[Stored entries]
* * * * * * *

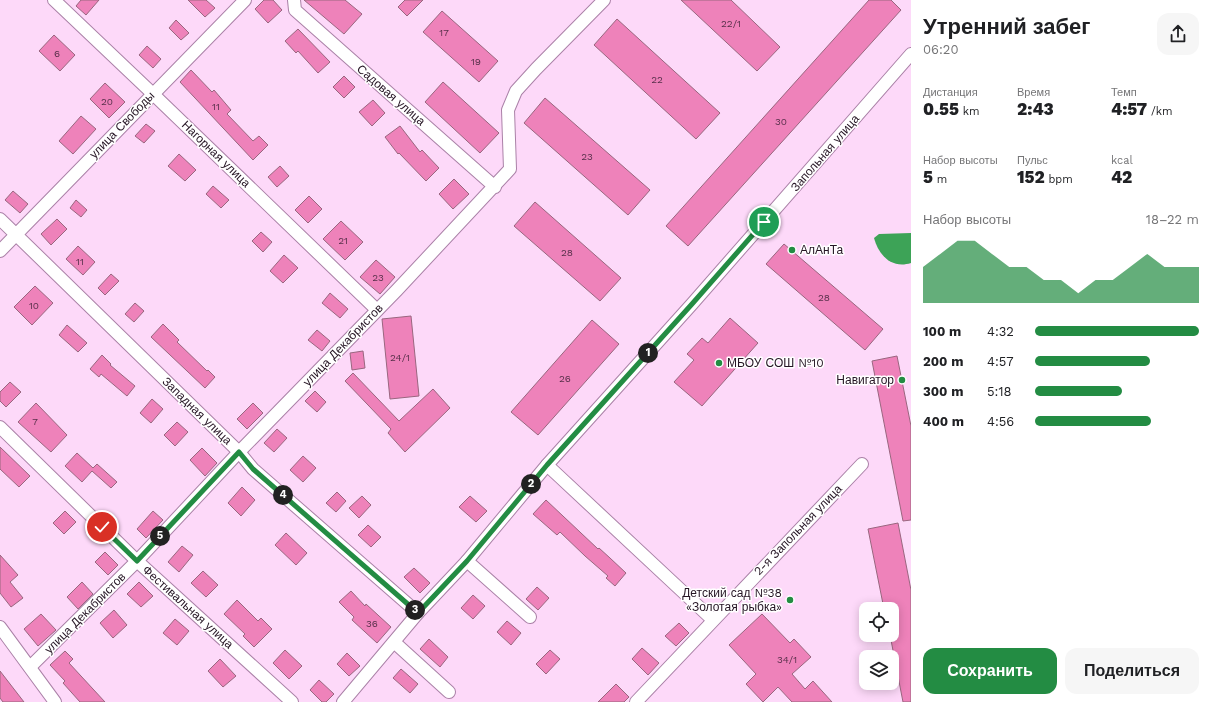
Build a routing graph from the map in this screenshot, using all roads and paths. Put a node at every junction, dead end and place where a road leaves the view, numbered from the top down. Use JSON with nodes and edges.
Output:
{"nodes":[{"id":1,"x":54,"y":0,"type":"edge"},
{"id":2,"x":245,"y":0,"type":"edge"},
{"id":3,"x":294,"y":0,"type":"edge"},
{"id":4,"x":604,"y":0,"type":"edge"},
{"id":5,"x":911,"y":54,"type":"edge"},
{"id":6,"x":153,"y":94,"type":"junction"},
{"id":7,"x":495,"y":186,"type":"junction"},
{"id":8,"x":0,"y":219,"type":"edge"},
{"id":9,"x":16,"y":234,"type":"junction"},
{"id":10,"x":0,"y":251,"type":"edge"},
{"id":11,"x":377,"y":310,"type":"junction"},
{"id":12,"x":0,"y":427,"type":"edge"},
{"id":13,"x":239,"y":452,"type":"junction"},
{"id":14,"x":862,"y":464,"type":"dead end"},
{"id":15,"x":547,"y":465,"type":"junction"},
{"id":16,"x":137,"y":561,"type":"junction"},
{"id":17,"x":467,"y":561,"type":"junction"},
{"id":18,"x":418,"y":613,"type":"junction"},
{"id":19,"x":530,"y":617,"type":"dead end"},
{"id":20,"x":713,"y":620,"type":"junction"},
{"id":21,"x":0,"y":628,"type":"edge"},
{"id":22,"x":394,"y":642,"type":"junction"},
{"id":23,"x":30,"y":667,"type":"junction"},
{"id":24,"x":449,"y":692,"type":"dead end"},
{"id":25,"x":55,"y":702,"type":"edge"},
{"id":26,"x":292,"y":702,"type":"edge"},
{"id":27,"x":343,"y":702,"type":"edge"},
{"id":28,"x":636,"y":702,"type":"edge"}],
"edges":[{"from":1,"to":6,"type":"street","name":"Нагорная улица"},
{"from":2,"to":6,"type":"street","name":"улица Свободы"},
{"from":3,"to":7,"type":"street","name":"Садовая улица"},
{"from":4,"to":7,"type":"street","name":"улица Декабристов"},
{"from":5,"to":15,"type":"street","name":"Запольная улица"},
{"from":6,"to":9,"type":"street","name":"улица Свободы"},
{"from":6,"to":11,"type":"street","name":"Нагорная улица"},
{"from":7,"to":11,"type":"street","name":"улица Декабристов"},
{"from":8,"to":9,"type":"street","name":"Западная улица"},
{"from":9,"to":10,"type":"street","name":"улица Свободы"},
{"from":9,"to":13,"type":"street","name":"Западная улица"},
{"from":11,"to":13,"type":"street","name":"улица Декабристов"},
{"from":12,"to":16,"type":"street","name":"Фестивальная улица"},
{"from":13,"to":16,"type":"street","name":"улица Декабристов"},
{"from":13,"to":18,"type":"street","name":"Западная улица"},
{"from":14,"to":20,"type":"street","name":"2-я Запольная улица"},
{"from":15,"to":17,"type":"street","name":"Запольная улица"},
{"from":15,"to":20,"type":"street"},
{"from":16,"to":23,"type":"street","name":"улица Декабристов"},
{"from":16,"to":26,"type":"street","name":"Фестивальная улица"},
{"from":17,"to":18,"type":"street","name":"Запольная улица"},
{"from":17,"to":19,"type":"street"},
{"from":18,"to":22,"type":"street","name":"Запольная улица"},
{"from":20,"to":28,"type":"street","name":"2-я Запольная улица"},
{"from":21,"to":23,"type":"street"},
{"from":22,"to":24,"type":"street"},
{"from":22,"to":27,"type":"street","name":"Запольная улица"},
{"from":23,"to":25,"type":"street"}]}
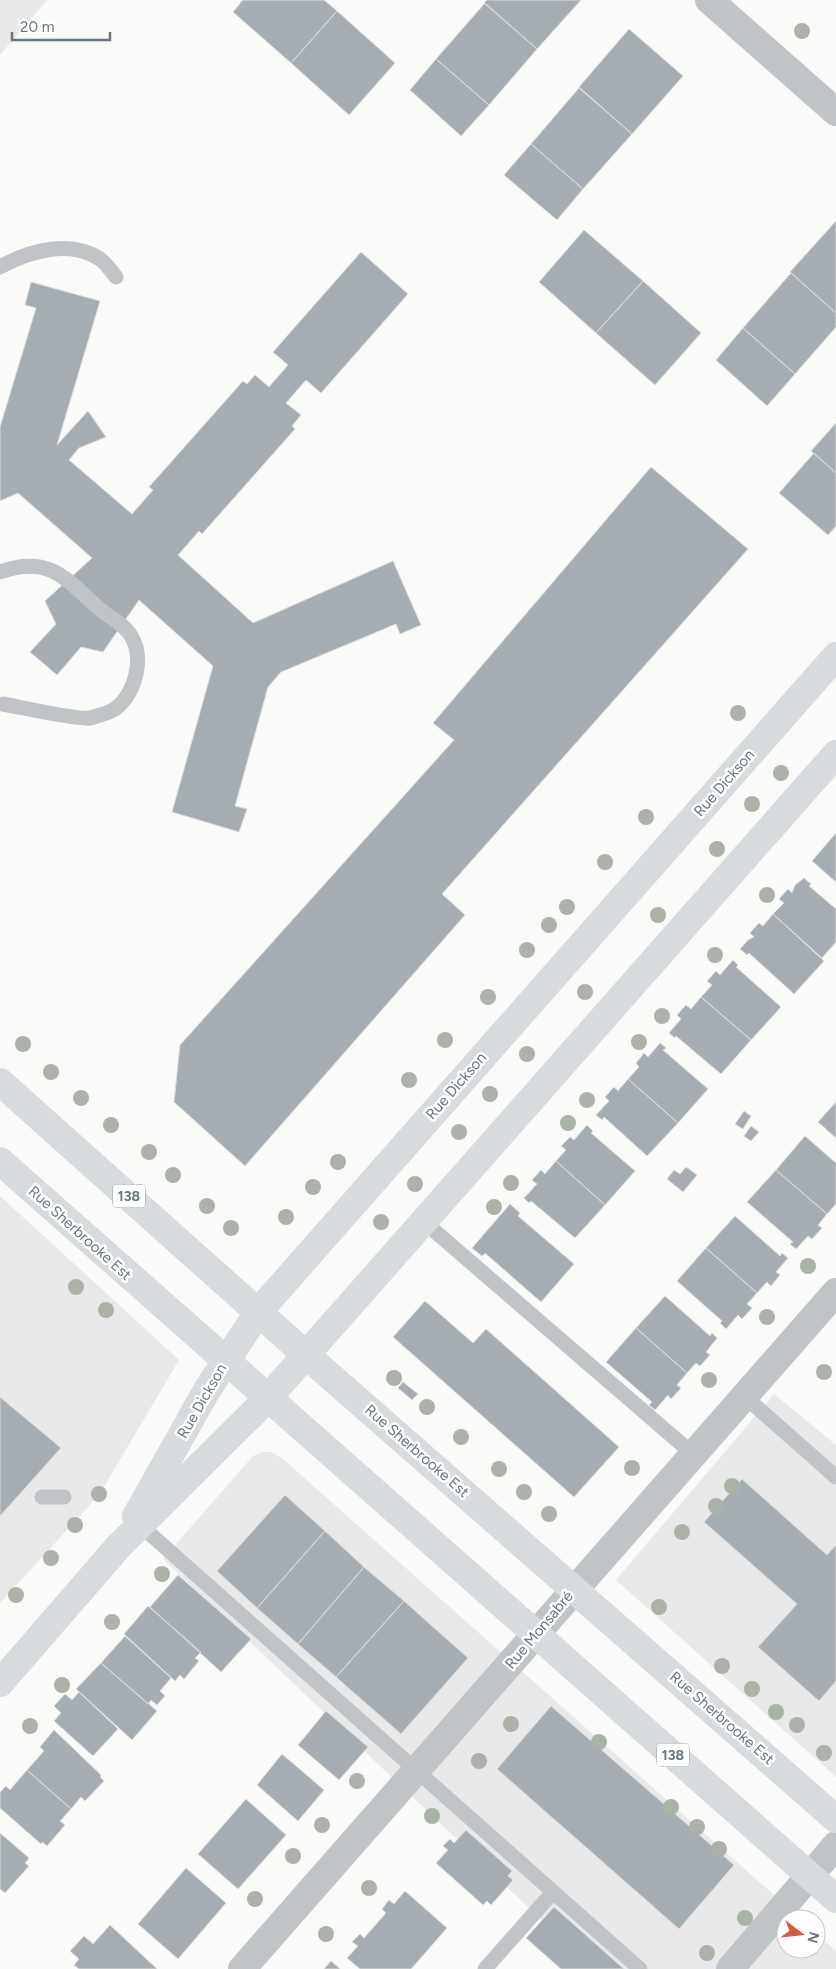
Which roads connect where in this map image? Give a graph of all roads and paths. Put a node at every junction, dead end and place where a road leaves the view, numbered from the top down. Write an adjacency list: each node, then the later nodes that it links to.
1 (709, 0): 2 (street)
2 (836, 112)
3 (0, 267): 4 (lane)
4 (116, 277)
5 (0, 572): 7 (lane)
6 (836, 656): 13 (main road, Rue Dickson)
7 (1, 703)
8 (836, 754): 11 (main road, Rue Dickson)
9 (0, 1082): 13 (main road, Rue Sherbrooke Est / 138)
10 (0, 1161): 15 (main road, Rue Sherbrooke Est / 138)
11 (423, 1221): 14 (main road, Rue Dickson); 18 (lane)
12 (836, 1292): 16 (street, Rue Monsabré)
13 (258, 1311): 14 (main road, Rue Sherbrooke Est / 138); 15 (main road, Rue Dickson)
14 (306, 1354): 17 (main road, Rue Dickson); 24 (main road, Rue Sherbrooke Est / 138)
15 (225, 1361): 17 (main road, Rue Sherbrooke Est / 138); 23 (main road, Rue Dickson)
16 (744, 1396): 18 (street, Rue Monsabré); 19 (lane)
17 (267, 1399): 22 (main road, Rue Dickson); 25 (main road, Rue Sherbrooke Est / 138)
18 (693, 1454): 24 (street, Rue Monsabré)
19 (836, 1477)
20 (42, 1497): 21 (lane)
21 (64, 1497)
22 (140, 1525): 23 (main road, Rue Dickson); 27 (lane)
23 (118, 1547): 26 (main road, Rue Dickson)
24 (574, 1588): 25 (street, Rue Monsabré); 28 (main road, Rue Sherbrooke Est / 138)
25 (536, 1634): 27 (street, Rue Monsabré); 30 (main road, Rue Sherbrooke Est / 138)
26 (0, 1683)
27 (416, 1770): 31 (lane); 33 (street, Rue Monsabré)
28 (836, 1819)
29 (836, 1845): 30 (street)
30 (811, 1875): 32 (main road, Rue Sherbrooke Est / 138); 36 (street)
31 (553, 1892): 34 (lane); 35 (lane)
32 (836, 1898)
33 (242, 1969)
34 (485, 1969)
35 (640, 1969)
36 (730, 1969)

* * * * * * *

Exercise objective → Taking the line with "Which roads connect" as the start and the last line of the data above as the end, write out those two lines and every line between them exactly, and only those.

Written response →
Which roads connect where in this map image? Give a graph of all roads and paths. Put a node at every junction, dead end and place where a road leaves the view, numbered from the top down. Write an adjacency list: each node, then the later nodes that it links to.
1 (709, 0): 2 (street)
2 (836, 112)
3 (0, 267): 4 (lane)
4 (116, 277)
5 (0, 572): 7 (lane)
6 (836, 656): 13 (main road, Rue Dickson)
7 (1, 703)
8 (836, 754): 11 (main road, Rue Dickson)
9 (0, 1082): 13 (main road, Rue Sherbrooke Est / 138)
10 (0, 1161): 15 (main road, Rue Sherbrooke Est / 138)
11 (423, 1221): 14 (main road, Rue Dickson); 18 (lane)
12 (836, 1292): 16 (street, Rue Monsabré)
13 (258, 1311): 14 (main road, Rue Sherbrooke Est / 138); 15 (main road, Rue Dickson)
14 (306, 1354): 17 (main road, Rue Dickson); 24 (main road, Rue Sherbrooke Est / 138)
15 (225, 1361): 17 (main road, Rue Sherbrooke Est / 138); 23 (main road, Rue Dickson)
16 (744, 1396): 18 (street, Rue Monsabré); 19 (lane)
17 (267, 1399): 22 (main road, Rue Dickson); 25 (main road, Rue Sherbrooke Est / 138)
18 (693, 1454): 24 (street, Rue Monsabré)
19 (836, 1477)
20 (42, 1497): 21 (lane)
21 (64, 1497)
22 (140, 1525): 23 (main road, Rue Dickson); 27 (lane)
23 (118, 1547): 26 (main road, Rue Dickson)
24 (574, 1588): 25 (street, Rue Monsabré); 28 (main road, Rue Sherbrooke Est / 138)
25 (536, 1634): 27 (street, Rue Monsabré); 30 (main road, Rue Sherbrooke Est / 138)
26 (0, 1683)
27 (416, 1770): 31 (lane); 33 (street, Rue Monsabré)
28 (836, 1819)
29 (836, 1845): 30 (street)
30 (811, 1875): 32 (main road, Rue Sherbrooke Est / 138); 36 (street)
31 (553, 1892): 34 (lane); 35 (lane)
32 (836, 1898)
33 (242, 1969)
34 (485, 1969)
35 (640, 1969)
36 (730, 1969)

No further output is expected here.